Als Apple 2007 das iPhone vorgestellt hat, haben die Kalifornier damit die Technikwelt ordentlich durchgerüttelt. 15 Jahre und etliche iPhones später sucht die Branche, die Apple praktisch im Alleingang aus der Taufe gehoben hat, verzweifelt nach Innovation.

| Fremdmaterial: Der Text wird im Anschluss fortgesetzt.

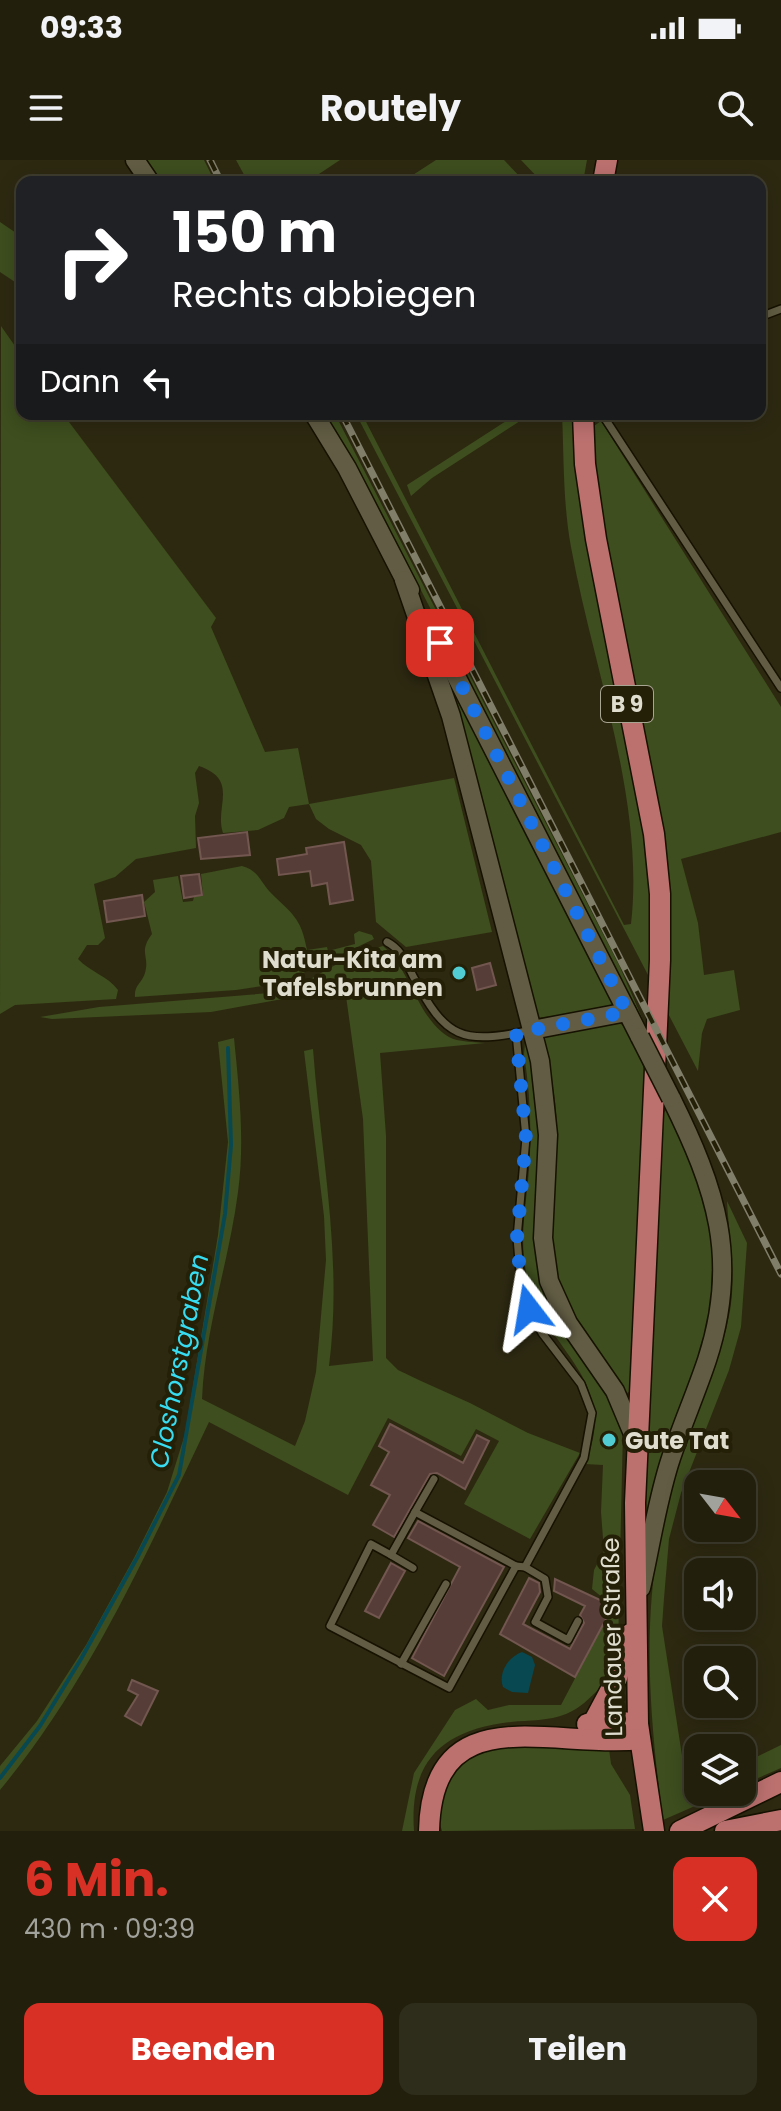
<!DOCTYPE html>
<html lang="de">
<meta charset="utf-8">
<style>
body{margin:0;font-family:Poppins,sans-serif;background:#2e2c1b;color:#f1f3f6;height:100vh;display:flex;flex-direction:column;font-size:30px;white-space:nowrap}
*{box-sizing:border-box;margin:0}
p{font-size:26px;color:#a2a29d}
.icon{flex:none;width:44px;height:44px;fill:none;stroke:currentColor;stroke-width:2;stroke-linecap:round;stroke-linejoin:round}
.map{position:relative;height:1671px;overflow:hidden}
.details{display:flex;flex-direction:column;background:#221f0d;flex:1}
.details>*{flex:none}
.banner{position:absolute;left:16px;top:16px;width:750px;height:244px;border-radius:16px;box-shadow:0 4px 20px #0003,0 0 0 2px #3f3d2e;background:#202124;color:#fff;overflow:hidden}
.needle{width:52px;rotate:121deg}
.fabs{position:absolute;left:684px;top:1310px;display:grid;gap:16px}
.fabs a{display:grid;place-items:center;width:72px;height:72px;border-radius:16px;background:#221f0d;box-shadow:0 4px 20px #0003,0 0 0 2px #3f3d2e;font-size:40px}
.pin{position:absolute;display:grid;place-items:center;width:68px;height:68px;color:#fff;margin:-34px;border-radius:16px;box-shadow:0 4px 12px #0006}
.me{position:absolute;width:88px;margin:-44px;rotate:346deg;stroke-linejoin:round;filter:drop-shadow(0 0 6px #0008)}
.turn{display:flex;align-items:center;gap:28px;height:168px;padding:0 24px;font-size:36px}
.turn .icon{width:104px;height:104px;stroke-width:2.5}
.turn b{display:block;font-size:56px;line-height:68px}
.then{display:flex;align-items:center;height:76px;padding:0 24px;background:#0003;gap:16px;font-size:30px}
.round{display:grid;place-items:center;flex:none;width:84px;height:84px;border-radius:16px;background:#2e2c1b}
.overview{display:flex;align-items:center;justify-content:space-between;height:136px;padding:0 24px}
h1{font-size:48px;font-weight:700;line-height:60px;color:#d93025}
.action{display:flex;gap:16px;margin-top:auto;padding:16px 24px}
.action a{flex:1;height:92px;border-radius:16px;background:#d93025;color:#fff;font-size:32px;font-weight:700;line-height:92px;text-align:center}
.action a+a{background:#2e2c1b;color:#f1f3f6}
.status{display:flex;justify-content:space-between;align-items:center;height:56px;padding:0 40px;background:#221f0d;direction:ltr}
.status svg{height:22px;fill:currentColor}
header{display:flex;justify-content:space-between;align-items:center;height:104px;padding:0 24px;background:#221f0d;font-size:36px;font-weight:700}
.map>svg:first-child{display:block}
.green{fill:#3e4e1e}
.water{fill:#084951}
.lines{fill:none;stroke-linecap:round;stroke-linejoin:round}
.stream{stroke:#084951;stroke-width:4}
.building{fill:#573d37;stroke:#725650;stroke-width:2}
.lane-casing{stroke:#161100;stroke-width:10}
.secondary-casing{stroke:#161100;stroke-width:21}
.primary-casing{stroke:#161100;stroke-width:23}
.lane{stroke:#615c43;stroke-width:7}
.secondary{stroke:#615c43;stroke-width:18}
.primary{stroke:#bc716f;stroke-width:20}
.rail-casing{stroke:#807d69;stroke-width:7}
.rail{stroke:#241f07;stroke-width:4;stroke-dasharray:12;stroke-linecap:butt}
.secondary-bridge-casing{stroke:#161100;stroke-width:21;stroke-linecap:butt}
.secondary-bridge{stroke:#615c43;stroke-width:18}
.route{stroke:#1a73e8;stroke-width:14;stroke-dasharray:0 25.2}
.poi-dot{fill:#51ccd2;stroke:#241f07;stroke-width:3}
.labels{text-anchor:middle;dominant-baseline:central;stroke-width:8;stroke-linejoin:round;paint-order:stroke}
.shield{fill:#241f07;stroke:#a7a492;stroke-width:2}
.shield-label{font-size:22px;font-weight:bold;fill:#dfddce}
.poi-label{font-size:24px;font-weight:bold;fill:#dfddce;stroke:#241f07;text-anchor:end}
.street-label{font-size:24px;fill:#dfddce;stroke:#241f07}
.water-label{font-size:26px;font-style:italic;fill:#37dcf1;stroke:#241f07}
</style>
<div class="status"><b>09:33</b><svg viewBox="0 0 49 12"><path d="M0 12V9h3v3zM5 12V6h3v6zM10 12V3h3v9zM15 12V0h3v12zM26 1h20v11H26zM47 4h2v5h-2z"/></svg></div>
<header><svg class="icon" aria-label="menu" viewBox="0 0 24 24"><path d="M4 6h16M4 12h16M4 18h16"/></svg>Routely<svg class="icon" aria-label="search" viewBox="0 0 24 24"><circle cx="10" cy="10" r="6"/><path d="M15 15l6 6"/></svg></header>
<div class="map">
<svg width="781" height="1671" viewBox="0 0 781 1671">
<rect width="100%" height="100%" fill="#2d2911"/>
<!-- green -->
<g class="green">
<path d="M145 0H204L215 22H160Z"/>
<path d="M236 0H340L307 22H248Z"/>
<path d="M436 0H504L525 22H402Z"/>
<path d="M521 0H587L583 22H542Z"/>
<path d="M0 62 22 77 21 126 0 112Z"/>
<path d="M1 166 22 196V254H63L216 458 211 467 265 592 298 588 309 644 454 618 492 772 406 787 376 762 371 701 361 685 329 669 316 659 309 644 289 647 284 658 258 670 223 673C214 647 240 620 199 606L195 613 199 643 195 656 196 688 136 699 115 717 94 724 105 778 98 785H87L78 799C90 812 108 816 118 830L116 839 15 845 0 854Z"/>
<path d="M325 254H335L619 805 646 867 644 868 400 389Z"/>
<path d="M356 254H362L624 765 631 764C645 641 593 508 571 387 563 344 564 298 562 254H576L664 688C649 583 620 480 605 375 599 340 590 303 594 266L601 261 781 547V672L681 699 698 763 704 815 734 810 740 850 707 859 702 873 698 911Z"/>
<path d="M517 254H531L432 318 411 336 407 325Z"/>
<path d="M444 508 614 842 612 848 537 858Z"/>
<path d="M242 706C258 710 260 721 270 732 292 754 301 757 307 790L327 787 328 791 355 784 354 774 359 771 372 775 374 779 282 823 236 830 135 837C134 825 142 823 145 813 150 795 138 793 152 774L144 742 155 732 153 720 178 716 183 742 193 741 194 737 203 735 201 714Z"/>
<path d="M383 786C411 810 417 858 449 877 458 882 474 882 485 883L380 893 386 976V1198L398 1210 421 1221 470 1243 528 1273 580 1293 530 1379 464 1344 499 1281 476 1269 461 1296 388 1258 348 1335 209 1262C148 1390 91 1520 0 1630V1606L37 1561 86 1485 134 1398 167 1332 185 1274 218 1075 228 982 218 882 234 878C239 929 245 981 238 1032 229 1102 205 1168 202 1239L295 1286 305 1261 316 1212 326 1100 324 1056 304 891 313 889C321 997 343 1097 329 1206L373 1201 363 959 346 836 315 833 211 852 52 859 40 857 99 847 270 833 303 823 357 793Z"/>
<path d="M618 862C634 871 640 900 647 916L633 1230 627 1233C608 1199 579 1172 562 1136 539 1088 555 1030 557 979 558 944 550 910 544 875Z"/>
<path d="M528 881 541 937V1114L594 1207 623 1269 618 1488 605 1530 600 1528C590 1538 579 1549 566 1554 549 1561 529 1560 511 1562 443 1570 409 1600 414 1671H402L414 1613 455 1550 476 1539 488 1550 509 1545H561L613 1446 592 1429 594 1410 604 1391 601 1352 603 1305 585 1304C621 1218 547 1194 528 1120 518 1083 526 1048 529 1010 532 971 530 932 524 894L525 883Z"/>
<path d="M666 950 697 1006 708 1036 717 1137 643 1378 661 957Z"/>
<path d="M727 1041 747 1083 741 1167 729 1210 681 1333 669 1379 664 1438 662 1466 687 1628 698 1624V1632H727L663 1660C651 1569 642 1472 659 1382 667 1338 681 1295 696 1253 708 1221 723 1190 729 1156 737 1119 729 1078 727 1041Z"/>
<path d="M529 1585 609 1589 611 1604 630 1635 635 1669 442 1671C433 1645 448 1609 473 1595 489 1586 511 1587 529 1585Z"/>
<path d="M781 1585V1608L742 1625V1604Z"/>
</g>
<!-- water -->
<path class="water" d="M522 1492 532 1497 535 1505 528 1533 512 1532 503 1527C498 1513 508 1497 522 1492Z"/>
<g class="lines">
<!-- stream -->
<path class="stream" d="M0 1618 40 1566 81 1499 138 1396 179 1315 225 1054 231 985 228 888"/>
</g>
<!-- building -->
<g class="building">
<path d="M247 672 250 695 201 699 198 678Z"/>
<path d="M344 682 353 740 330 744 327 723 312 726 310 711 279 715 277 699 307 694 306 688Z"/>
<path d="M199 714 202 735 184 738 181 716Z"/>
<path d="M142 735 145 756 107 762 104 741Z"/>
<path d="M490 803 496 825 477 830 472 808Z"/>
<path d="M390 1264 463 1303 477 1275 489 1281 465 1329 437 1313 430 1314 394 1377 373 1365 390 1335 371 1325 389 1292 379 1286Z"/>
<path d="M418 1361 504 1407 444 1516 412 1498 460 1407 408 1378Z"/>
<path d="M391 1403 405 1411 379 1458 365 1451Z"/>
<path d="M529 1418 539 1423 540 1432 523 1464 570 1489 584 1463 580 1455 585 1446 554 1431 555 1419 613 1446 575 1517 500 1474Z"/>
<path d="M132 1520 158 1531 141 1565 125 1556 138 1535 128 1530Z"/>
</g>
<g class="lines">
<defs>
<g id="lane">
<path d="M760 157 781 149"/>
<path d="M602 254 781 528"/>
<path d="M387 782C401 789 406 802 413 816 446 879 461 885 532 870"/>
<path d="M516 873 526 978 517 1078 520 1113 529 1149 542 1173 581 1224 592 1253 584 1298 525 1407 545 1419 548 1437 535 1462 568 1480 578 1461"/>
<path d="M434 1319 415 1352 516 1406"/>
<path d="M391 1395 371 1384 330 1466 449 1528 516 1406 525 1407"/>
<path d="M413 1408 391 1395 415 1352"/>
<path d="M401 1504 446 1424"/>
</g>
<g id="secondary">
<path d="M135 0 150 22"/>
<path d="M314 254 347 308 410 430"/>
<path d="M404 420 451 556 540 901 548 975 543 1078 549 1121 568 1163 615 1231 636 1281"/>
<path d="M429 463 640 877"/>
<path d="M532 870 627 852"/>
<path d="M641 1428C651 1384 657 1340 671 1298 682 1265 696 1233 707 1200 740 1099 716 1029 671 938"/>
</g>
<g id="primary">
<path d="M603 22 607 0"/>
<path d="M583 254 585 304 596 379 654 674 660 734V800L635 1343 638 1564 654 1671"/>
<path d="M593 1563 617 1518 630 1474"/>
<path d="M587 1564 605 1560 638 1564"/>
<path d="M429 1671C432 1535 552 1589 640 1579"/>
<path d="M680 1671 781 1622"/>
<path d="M725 1671 781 1660"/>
</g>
</defs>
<!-- lane casing -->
<use href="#lane" class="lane-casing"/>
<!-- secondary casing -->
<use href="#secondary" class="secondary-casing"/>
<!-- primary casing -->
<use href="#primary" class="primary-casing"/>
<!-- lane -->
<use href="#lane" class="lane"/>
<!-- secondary -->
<use href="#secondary" class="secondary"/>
<!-- primary -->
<use href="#primary" class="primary"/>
<defs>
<g id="rail">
<path d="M210 0 221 22"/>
<path d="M342 254 781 1114"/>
</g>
</defs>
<!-- rail casing -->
<use href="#rail" class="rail-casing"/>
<!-- rail -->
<use href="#rail" class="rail"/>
<defs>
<path id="secondary-bridge" d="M640 877 671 938"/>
</defs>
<!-- secondary-bridge casing -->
<use href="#secondary-bridge" class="secondary-bridge-casing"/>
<!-- secondary-bridge -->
<use href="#secondary-bridge" class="secondary-bridge"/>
</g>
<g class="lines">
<!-- route -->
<path class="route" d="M440 483 627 852 516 873 526 978 517 1078 520 1113 529 1149"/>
</g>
<!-- markers -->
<g class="poi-dot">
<circle cx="459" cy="813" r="8"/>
<circle cx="609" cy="1280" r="8"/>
</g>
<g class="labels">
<!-- shield labels -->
<rect class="shield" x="601" y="526" width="52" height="36" rx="6"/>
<g class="shield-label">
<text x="627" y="544">B 9</text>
</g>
<!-- poi labels -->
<g class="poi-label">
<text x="443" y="799">Natur-Kita am<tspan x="443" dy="28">Tafelsbrunnen</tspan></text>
<text x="625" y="1280" text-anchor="start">Gute Tat</text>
</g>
<!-- street labels -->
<g class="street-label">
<text transform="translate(612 1477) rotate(-91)">Landauer Straße</text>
</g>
<!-- water labels -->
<g class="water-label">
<text transform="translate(179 1201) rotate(-79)">Closhorstgraben</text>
</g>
</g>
</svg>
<div class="fabs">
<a><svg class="needle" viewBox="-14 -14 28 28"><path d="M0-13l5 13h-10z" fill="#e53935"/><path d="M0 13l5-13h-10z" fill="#a2a29d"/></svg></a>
<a><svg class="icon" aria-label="sound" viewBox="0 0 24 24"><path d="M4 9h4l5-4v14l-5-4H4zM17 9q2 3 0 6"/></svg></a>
<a><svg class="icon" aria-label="search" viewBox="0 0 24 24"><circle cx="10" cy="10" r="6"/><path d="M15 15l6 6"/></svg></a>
<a><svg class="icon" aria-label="layers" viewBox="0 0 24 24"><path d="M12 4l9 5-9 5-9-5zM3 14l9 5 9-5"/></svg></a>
</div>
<div class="pin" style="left:440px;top:483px;background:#d93025"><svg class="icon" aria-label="arrive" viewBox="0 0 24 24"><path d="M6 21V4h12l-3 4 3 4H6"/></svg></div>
<svg class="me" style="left:529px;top:1149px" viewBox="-20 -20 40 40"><path d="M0-17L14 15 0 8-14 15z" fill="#1a73e8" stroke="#fff" stroke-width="4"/></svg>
<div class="banner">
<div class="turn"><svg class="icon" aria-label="right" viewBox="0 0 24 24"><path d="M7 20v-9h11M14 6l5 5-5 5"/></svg><div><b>150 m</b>Rechts abbiegen</div></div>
<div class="then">Dann<svg class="icon" aria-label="left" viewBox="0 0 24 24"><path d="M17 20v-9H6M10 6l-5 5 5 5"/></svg></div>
</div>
</div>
<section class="details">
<div class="overview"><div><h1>6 Min.</h1><p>430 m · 09:39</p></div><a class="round" style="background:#d93025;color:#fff"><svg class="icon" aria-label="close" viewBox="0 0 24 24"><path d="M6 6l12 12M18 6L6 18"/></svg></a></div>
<div class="action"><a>Beenden</a><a>Teilen</a></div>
</section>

Erscheint ein neues Smartphone, kann dieses kaum mehr mit ausgefeilten Features verblüffen. Ein etwas schnellerer Prozessor da, ein brillanteres Display dort, ist schon längst zum langweiligen Smartphone-Alltag geworden. Ja, die Geräte werden immer besser, doch für die Hersteller wird trotzdem schwieriger den Kauf des neuen Flaggschiffs zu rechtfertigen.
Teurer, aber nicht besser
Dass die Leute ihre Smartphones nicht mehr standardmässig alle zwei Jahre wechseln, merkt die Branche. Die Löcher, die das in die Einnahmen reisst, versuchen die Hersteller mit immer höheren Flaggschiffpreisen zu kompensieren. Ein neues Topmodell für 1400 Franken gehört heutzutage schon fast zum guten Ton jedes grossen Smartphone-Herstellers. Selbst OnePlus, einst Vorreiter von günstigen Flaggschiffen, mischt inzwischen im Preissegment von 1000+ Franken mit.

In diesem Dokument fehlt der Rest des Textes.